Cory Peoples (born July 23, 1981) is a former professional American and Canadian football safety who is currently the cornerbacks coach of the Georgia Southern University Eagles. He was signed by the Philadelphia Eagles as an undrafted free agent in 2005. He played college football at South Carolina.

Peoples has also been a member of the Toronto Argonauts.
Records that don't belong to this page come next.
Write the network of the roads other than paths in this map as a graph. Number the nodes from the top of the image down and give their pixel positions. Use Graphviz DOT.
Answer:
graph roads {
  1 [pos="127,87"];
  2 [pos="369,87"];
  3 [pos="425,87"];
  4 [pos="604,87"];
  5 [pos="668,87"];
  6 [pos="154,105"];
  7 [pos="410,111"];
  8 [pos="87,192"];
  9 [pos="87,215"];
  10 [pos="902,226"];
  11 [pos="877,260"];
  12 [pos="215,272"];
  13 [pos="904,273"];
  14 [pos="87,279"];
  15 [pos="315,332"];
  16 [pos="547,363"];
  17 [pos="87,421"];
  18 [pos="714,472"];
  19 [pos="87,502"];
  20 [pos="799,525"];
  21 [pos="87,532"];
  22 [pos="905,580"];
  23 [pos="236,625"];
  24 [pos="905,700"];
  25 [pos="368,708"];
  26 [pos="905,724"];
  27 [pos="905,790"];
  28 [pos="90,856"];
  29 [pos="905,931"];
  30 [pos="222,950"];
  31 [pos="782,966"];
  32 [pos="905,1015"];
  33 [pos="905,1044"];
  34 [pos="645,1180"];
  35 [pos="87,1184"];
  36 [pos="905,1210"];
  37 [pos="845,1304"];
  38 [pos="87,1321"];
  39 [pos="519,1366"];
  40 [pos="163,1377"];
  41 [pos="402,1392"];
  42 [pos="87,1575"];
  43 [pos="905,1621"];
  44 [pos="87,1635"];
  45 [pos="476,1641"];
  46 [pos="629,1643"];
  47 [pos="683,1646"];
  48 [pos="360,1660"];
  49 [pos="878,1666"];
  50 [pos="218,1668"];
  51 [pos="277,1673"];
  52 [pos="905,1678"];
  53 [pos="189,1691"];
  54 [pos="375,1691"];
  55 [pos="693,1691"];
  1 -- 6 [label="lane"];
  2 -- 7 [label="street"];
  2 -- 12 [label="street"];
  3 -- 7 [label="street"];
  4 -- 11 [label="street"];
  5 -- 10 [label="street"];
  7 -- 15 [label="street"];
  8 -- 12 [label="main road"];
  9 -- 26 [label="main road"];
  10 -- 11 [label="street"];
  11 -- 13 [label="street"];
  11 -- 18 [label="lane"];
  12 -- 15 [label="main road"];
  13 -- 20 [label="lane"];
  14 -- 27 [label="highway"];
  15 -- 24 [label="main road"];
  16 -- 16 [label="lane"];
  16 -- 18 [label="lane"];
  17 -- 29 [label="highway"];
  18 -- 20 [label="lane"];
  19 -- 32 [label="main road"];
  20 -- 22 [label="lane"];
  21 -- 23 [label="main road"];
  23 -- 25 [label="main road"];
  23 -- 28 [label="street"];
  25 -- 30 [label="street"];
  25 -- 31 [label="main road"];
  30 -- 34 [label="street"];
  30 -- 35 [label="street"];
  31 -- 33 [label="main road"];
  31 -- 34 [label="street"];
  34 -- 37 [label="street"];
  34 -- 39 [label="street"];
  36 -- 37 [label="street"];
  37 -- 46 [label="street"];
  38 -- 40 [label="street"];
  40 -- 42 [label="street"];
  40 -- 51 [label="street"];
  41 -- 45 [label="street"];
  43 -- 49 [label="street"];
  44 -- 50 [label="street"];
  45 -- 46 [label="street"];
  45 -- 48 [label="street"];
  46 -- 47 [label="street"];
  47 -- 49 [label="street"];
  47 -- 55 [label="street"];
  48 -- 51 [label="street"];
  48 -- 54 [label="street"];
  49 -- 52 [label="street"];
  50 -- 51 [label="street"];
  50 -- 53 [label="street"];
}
The Philadelphia Eagles announced, in 2012, that as part of the Bill Walsh Minority Coaching Fellowship, the team has hired six interns to the 2012 coaching staff. Correll Buckhalter, William Fuller, Don Holmes, Greg Lewis, Corey Peoples, and Montae Reagor will assist the Eagles staff throughout training camp and the preseason. Five of the six coaching interns spent time with the Eagles during their playing careers in the NFL. "The Bill Walsh Minority Coaching Fellowship is great for getting ex-NFL players and guys from college an opportunity to grow professionally and learn more about coaching,"  said Eagles wide receivers coach David Culley. Culley has been in charge of the hiring the coaching interns since he arrived in Philadelphia in 1999.

On February 19, 2018, Peoples was hired as the cornerbacks coach for the Georgia Southern Eagles football team. He will work under GS head coach Chad Lunsford.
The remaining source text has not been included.